Fingerprints and microtraces play an important role as evidence within the field of criminalistics. Their conservative acquisition processes, are established, but are altering and impurifying the traces often. In case of microtraces even the integrity of the trace complex is affected. Using contactless methods, the acquisition process becomes non-invasiv and repeatable, but might be distorting on the other hand, when non-planar substrates are in use. Detecting and dealing with distortion in contactless aquired scans of non-planar surfaces is a novel field of research. Nowadays highly distorted fingerprints can only be used, if the substrate can be manually distorted by destroying or deforming it. In this paper we suggest methods for detection and equalization of distortion for use in combination of types of traces. Therefore we define different types of distortion in fingerprints and microtraces. A standardization of types is necessary to develop different solution for equalization. For usage within the field of forensics, each method is evaluated via proper error rates and adaptively used to acquire fingerprints and microtraces.

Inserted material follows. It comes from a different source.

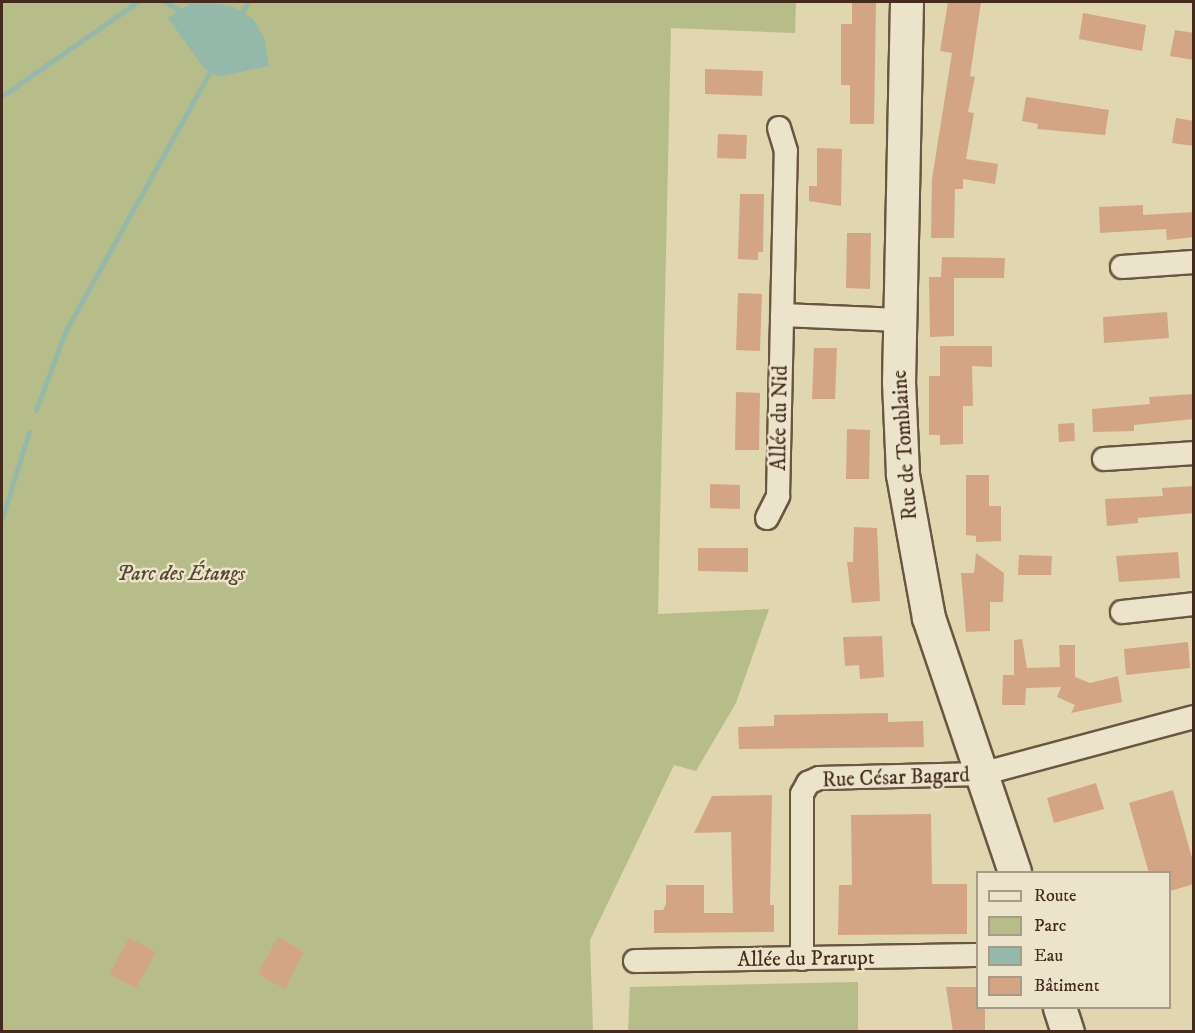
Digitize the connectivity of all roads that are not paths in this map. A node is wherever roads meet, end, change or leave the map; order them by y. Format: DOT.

Using our techniques, we are able to detect distortion and equalize fingerprints to support the investigators work. In case of microtraces the presented methods can even be used to equalize mircotraces themselves for better determination of their scale and topology. For all scans the confocal 3D laser microscope "Keyence VK-X110" is used to gather color-, intensity- and topography information in 22 different measurement conditions within 6 different samples consisting of a total of 880 scans. Despite our achievements in the field of distortion detection and equalization there are still challenges, like the non-isometric projection, that need to be focused on. Also, the presented equalization methods may not completely remove any kind of distortion, such as added by deformation. Therefore we suggest and discuss future work for improving the distortion detection process by adding classification of sources of distortion to assure that the correct equalization method is used.

Paper Details

Date Published: 30 October 2012
PDF: 12 pages
Proc. SPIE 8546, Optics and Photonics for Counterterrorism, Crime Fighting, and Defence VIII, 85460A (30 October 2012); doi: 10.1117/12.971452
Show Author Affiliations
Stefan Kirst, Otto-von-Guericke Univ. Magdeburg (Germany)
Fachhochschule Brandenburg (Germany)
Eric Clausing, Otto-von-Guericke Univ. Magdeburg (Germany)
Fachhochschule Brandenburg (Germany)
Jana Dittmann, Otto-von-Guericke Univ. Magdeburg (Germany)
Claus Vielhauer, Fachhochschule Brandenburg (Germany)


Published in SPIE Proceedings Vol. 8546:
Optics and Photonics for Counterterrorism, Crime Fighting, and Defence VIII
Colin Lewis; Douglas Burgess, Editor(s)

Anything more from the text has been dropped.